He had come back at the end of a month or two with a strange story. He had found the miners' shack deserted, and no sign of Cuddis or Setro to be seen, but he had discovered, half a mile from the hut, the skeleton of a man with a bullet-hole in the centre of his forehead, and, from certain bits of evidence picked up in the vicinity, he had been forced to the conclusion that this was the skeleton of Jim Cuddis, picked clean by the wolves and the birds of prey that hovered over the mountains. At the same time there was no trace of Setro to be seen, and for many months no man set eyes upon him. Beyond doubt he had murdered his partner and gone off East with the heavy burden of gold dust which had been cleaned in the claim during the past year or so. And the man with the shifty eyes was indignant. He professed to be on intimate terms with the murdered man, and, indeed, he was known to have transacted business with him on several occasions. According to his story, he had gone up to the mountain to meet Cuddis in connection with an investment that the latter was contemplating, and in conjunction with which he held the papers, and it was this action on the part of the man with the shifty eyes that had led to the discovery of the murder.

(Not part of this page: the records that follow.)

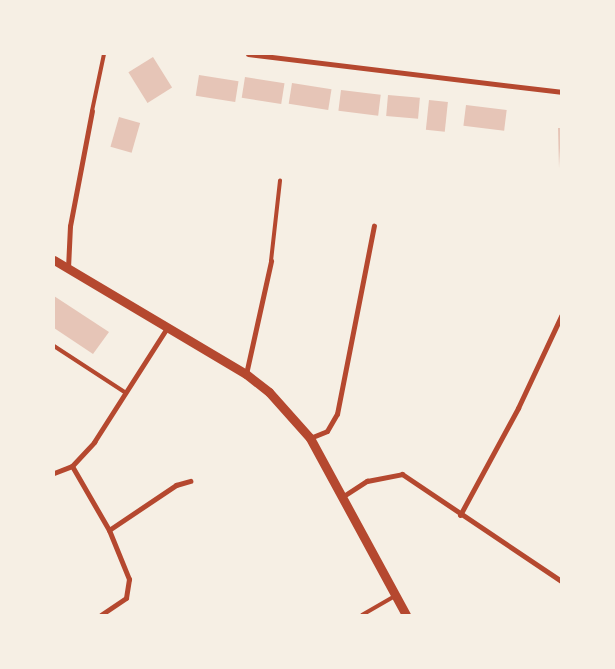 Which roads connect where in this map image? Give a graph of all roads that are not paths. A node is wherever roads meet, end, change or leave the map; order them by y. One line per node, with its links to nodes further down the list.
1 (104, 54): 4 (lane)
2 (248, 54): 3 (street)
3 (561, 92)
4 (92, 111): 9 (street)
5 (280, 181): 8 (lane)
6 (374, 226): 15 (street)
7 (54, 260): 9 (street)
8 (271, 261): 13 (street)
9 (68, 268): 11 (street)
10 (561, 316): 20 (street)
11 (167, 328): 13 (street); 14 (street)
12 (54, 346): 14 (lane)
13 (246, 374): 15 (street)
14 (126, 393): 16 (street)
15 (310, 438): 19 (street)
16 (72, 466): 17 (street); 21 (street)
17 (54, 473)
18 (190, 481): 21 (street)
19 (342, 497): 20 (street); 23 (street)
20 (460, 515): 22 (street)
21 (109, 530): 24 (street)
22 (561, 580)
23 (396, 596): 25 (lane); 26 (street)
24 (101, 615)
25 (362, 615)
26 (406, 615)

The strange part of it was that, knowing his own guilt, and having got safely away with the plunder, Setro should have temerity to return. Very likely he had come back for more spoil which he had been forced to leave behind him at the time he had committed the crime. The excuse that he had gone to England on business in connection with his partner and himself was held to be weak and flimsy, and, indeed, the more Sheriff Thornton examined it, the more damning did the admission seem, especially as Setro obstinately declined to divulge precisely what that business was.

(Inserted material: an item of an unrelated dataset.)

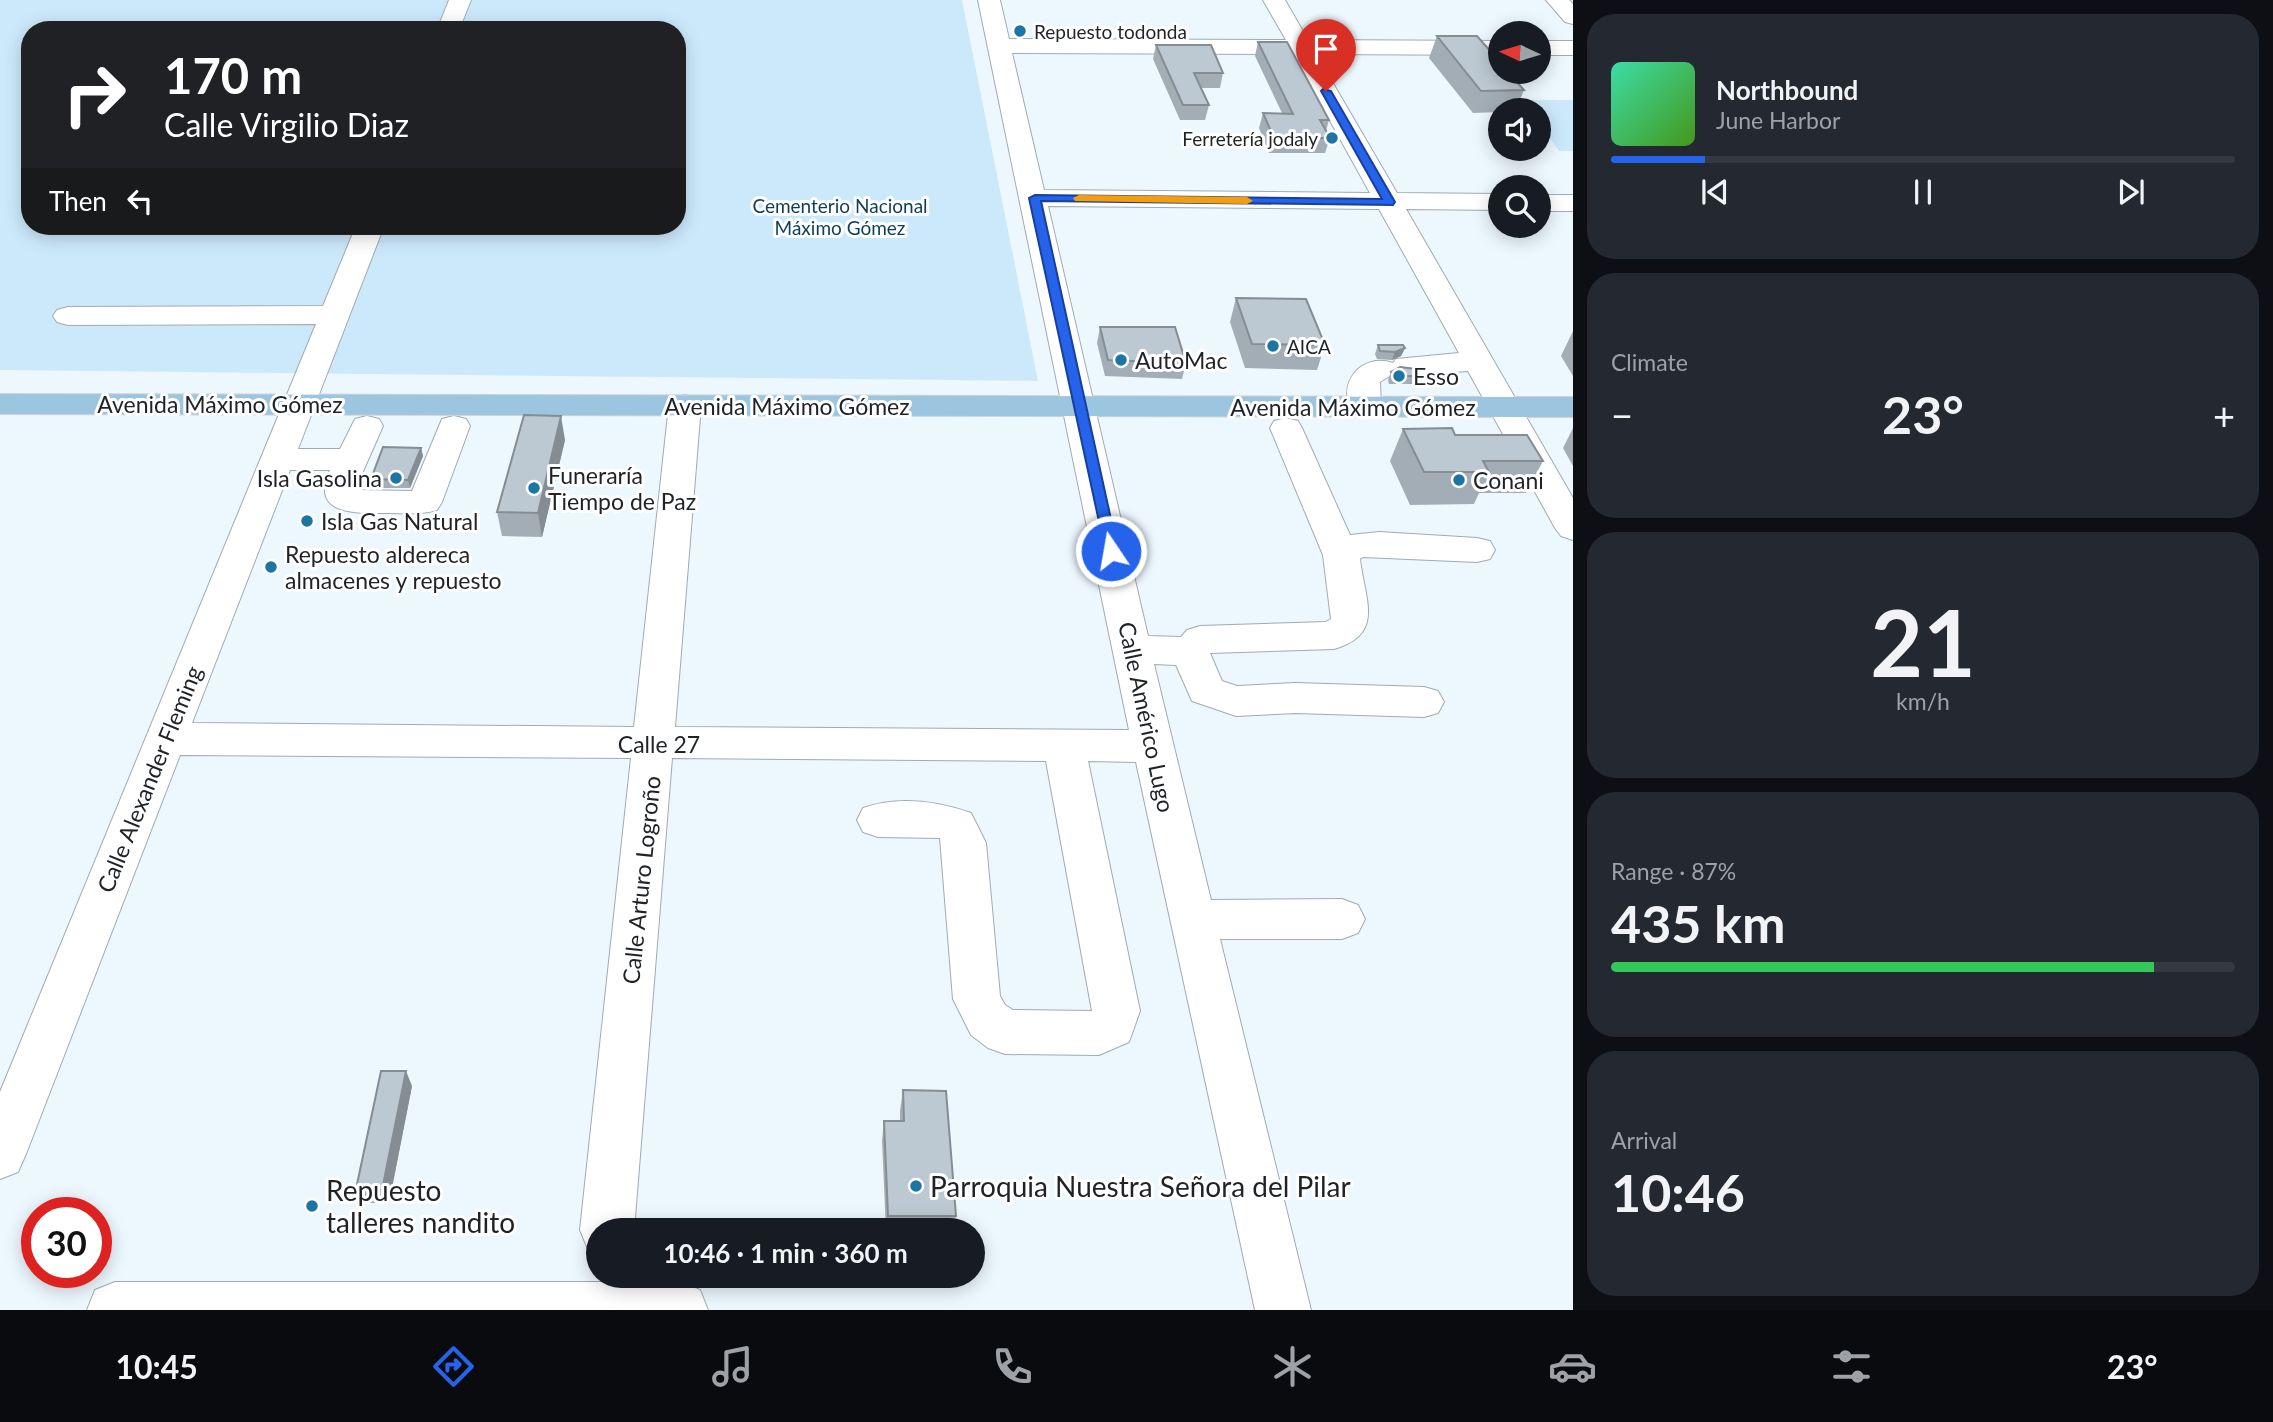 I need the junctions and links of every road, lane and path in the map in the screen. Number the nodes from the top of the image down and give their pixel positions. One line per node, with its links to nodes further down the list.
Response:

"Better own up," the man with the shifty eyes suggested. "And there ain't much time, for sure. When the boys down at the Gulch lay hands on you to-morrow, they won't give you another chance. Let's have it, Setro."

"You shut up, Philpin!" Setro said savagely. "It isn't as if your hands were too clean. It's the truth I'm telling you, Sheriff, whether you believe it or not. When I came down from the mountains about a year ago, my partner was alive and well, and I thought it was all right till you came and laid hands upon me yesterday. I don't care what Philpin says—he's a poisonous skunk, as everybody knows. And I'm not saying he didn't see my partner from time to time when I was away, and I'm not saying that he didn't put some of his affairs in Philpin's hands. Still, if you give me a chance, I can prove that I was in England the best part of last year."

"There won't be time, sonny," the Sheriff said grimly. "And, besides, that don't prove that you didn't bore a hole in your own partner. He must have been lying dead there in the snow months before he was found. Still——"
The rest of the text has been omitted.